"""
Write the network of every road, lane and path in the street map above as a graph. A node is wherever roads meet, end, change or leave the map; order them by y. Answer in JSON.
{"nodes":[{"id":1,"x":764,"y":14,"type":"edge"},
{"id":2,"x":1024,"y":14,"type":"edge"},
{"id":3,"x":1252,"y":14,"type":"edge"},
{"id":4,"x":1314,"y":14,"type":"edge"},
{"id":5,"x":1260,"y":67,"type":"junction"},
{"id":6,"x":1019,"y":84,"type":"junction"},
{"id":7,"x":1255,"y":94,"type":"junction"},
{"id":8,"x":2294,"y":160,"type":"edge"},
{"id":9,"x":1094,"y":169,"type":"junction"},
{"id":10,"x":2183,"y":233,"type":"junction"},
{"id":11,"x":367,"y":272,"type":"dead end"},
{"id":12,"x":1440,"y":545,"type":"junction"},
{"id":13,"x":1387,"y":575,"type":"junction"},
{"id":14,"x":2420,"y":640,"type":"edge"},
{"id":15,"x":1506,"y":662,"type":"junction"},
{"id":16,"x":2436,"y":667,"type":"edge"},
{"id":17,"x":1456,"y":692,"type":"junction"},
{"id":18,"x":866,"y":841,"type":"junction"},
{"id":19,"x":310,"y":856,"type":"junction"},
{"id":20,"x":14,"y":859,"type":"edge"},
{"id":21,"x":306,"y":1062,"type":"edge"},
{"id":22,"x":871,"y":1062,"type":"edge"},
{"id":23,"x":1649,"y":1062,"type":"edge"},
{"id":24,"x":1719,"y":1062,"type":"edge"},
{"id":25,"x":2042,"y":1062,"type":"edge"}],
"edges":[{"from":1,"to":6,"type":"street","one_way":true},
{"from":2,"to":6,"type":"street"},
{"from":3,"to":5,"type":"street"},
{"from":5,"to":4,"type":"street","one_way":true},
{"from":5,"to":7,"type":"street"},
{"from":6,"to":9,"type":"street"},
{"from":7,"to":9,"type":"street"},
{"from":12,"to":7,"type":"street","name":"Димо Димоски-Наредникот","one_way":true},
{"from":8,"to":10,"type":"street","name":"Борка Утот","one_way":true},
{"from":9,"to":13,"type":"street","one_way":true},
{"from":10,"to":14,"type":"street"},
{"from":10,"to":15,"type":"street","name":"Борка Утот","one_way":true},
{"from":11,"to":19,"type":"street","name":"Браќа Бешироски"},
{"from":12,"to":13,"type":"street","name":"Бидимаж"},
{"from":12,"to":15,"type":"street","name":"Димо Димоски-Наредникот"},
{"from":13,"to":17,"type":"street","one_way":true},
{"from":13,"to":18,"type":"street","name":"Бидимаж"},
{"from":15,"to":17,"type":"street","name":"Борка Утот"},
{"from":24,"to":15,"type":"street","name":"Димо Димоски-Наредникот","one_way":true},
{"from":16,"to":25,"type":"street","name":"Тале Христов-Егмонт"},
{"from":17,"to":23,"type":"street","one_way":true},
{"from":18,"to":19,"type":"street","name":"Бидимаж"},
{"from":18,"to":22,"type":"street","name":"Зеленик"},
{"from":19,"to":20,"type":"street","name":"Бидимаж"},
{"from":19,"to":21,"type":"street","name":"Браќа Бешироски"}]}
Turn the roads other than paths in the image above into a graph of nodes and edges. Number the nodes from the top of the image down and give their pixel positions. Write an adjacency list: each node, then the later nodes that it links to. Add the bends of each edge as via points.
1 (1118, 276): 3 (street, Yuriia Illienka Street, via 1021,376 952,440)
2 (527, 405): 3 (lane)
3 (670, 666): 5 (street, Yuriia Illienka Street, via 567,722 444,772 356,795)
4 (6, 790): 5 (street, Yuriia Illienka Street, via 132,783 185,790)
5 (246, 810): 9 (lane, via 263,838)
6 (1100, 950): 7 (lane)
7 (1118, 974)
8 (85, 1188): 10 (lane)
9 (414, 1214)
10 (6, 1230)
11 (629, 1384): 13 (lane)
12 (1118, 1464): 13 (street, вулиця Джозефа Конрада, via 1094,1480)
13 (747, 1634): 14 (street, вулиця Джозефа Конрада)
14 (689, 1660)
"""
▶ **YOUR TASK**
Provide an exact transcript of the lines from the one that holds "Turn the roads" through the final line of the data above.

▶ **SOLUTION FOR THIS PROBLEM**
Turn the roads other than paths in the image above into a graph of nodes and edges. Number the nodes from the top of the image down and give their pixel positions. Write an adjacency list: each node, then the later nodes that it links to. Add the bends of each edge as via points.
1 (1118, 276): 3 (street, Yuriia Illienka Street, via 1021,376 952,440)
2 (527, 405): 3 (lane)
3 (670, 666): 5 (street, Yuriia Illienka Street, via 567,722 444,772 356,795)
4 (6, 790): 5 (street, Yuriia Illienka Street, via 132,783 185,790)
5 (246, 810): 9 (lane, via 263,838)
6 (1100, 950): 7 (lane)
7 (1118, 974)
8 (85, 1188): 10 (lane)
9 (414, 1214)
10 (6, 1230)
11 (629, 1384): 13 (lane)
12 (1118, 1464): 13 (street, вулиця Джозефа Конрада, via 1094,1480)
13 (747, 1634): 14 (street, вулиця Джозефа Конрада)
14 (689, 1660)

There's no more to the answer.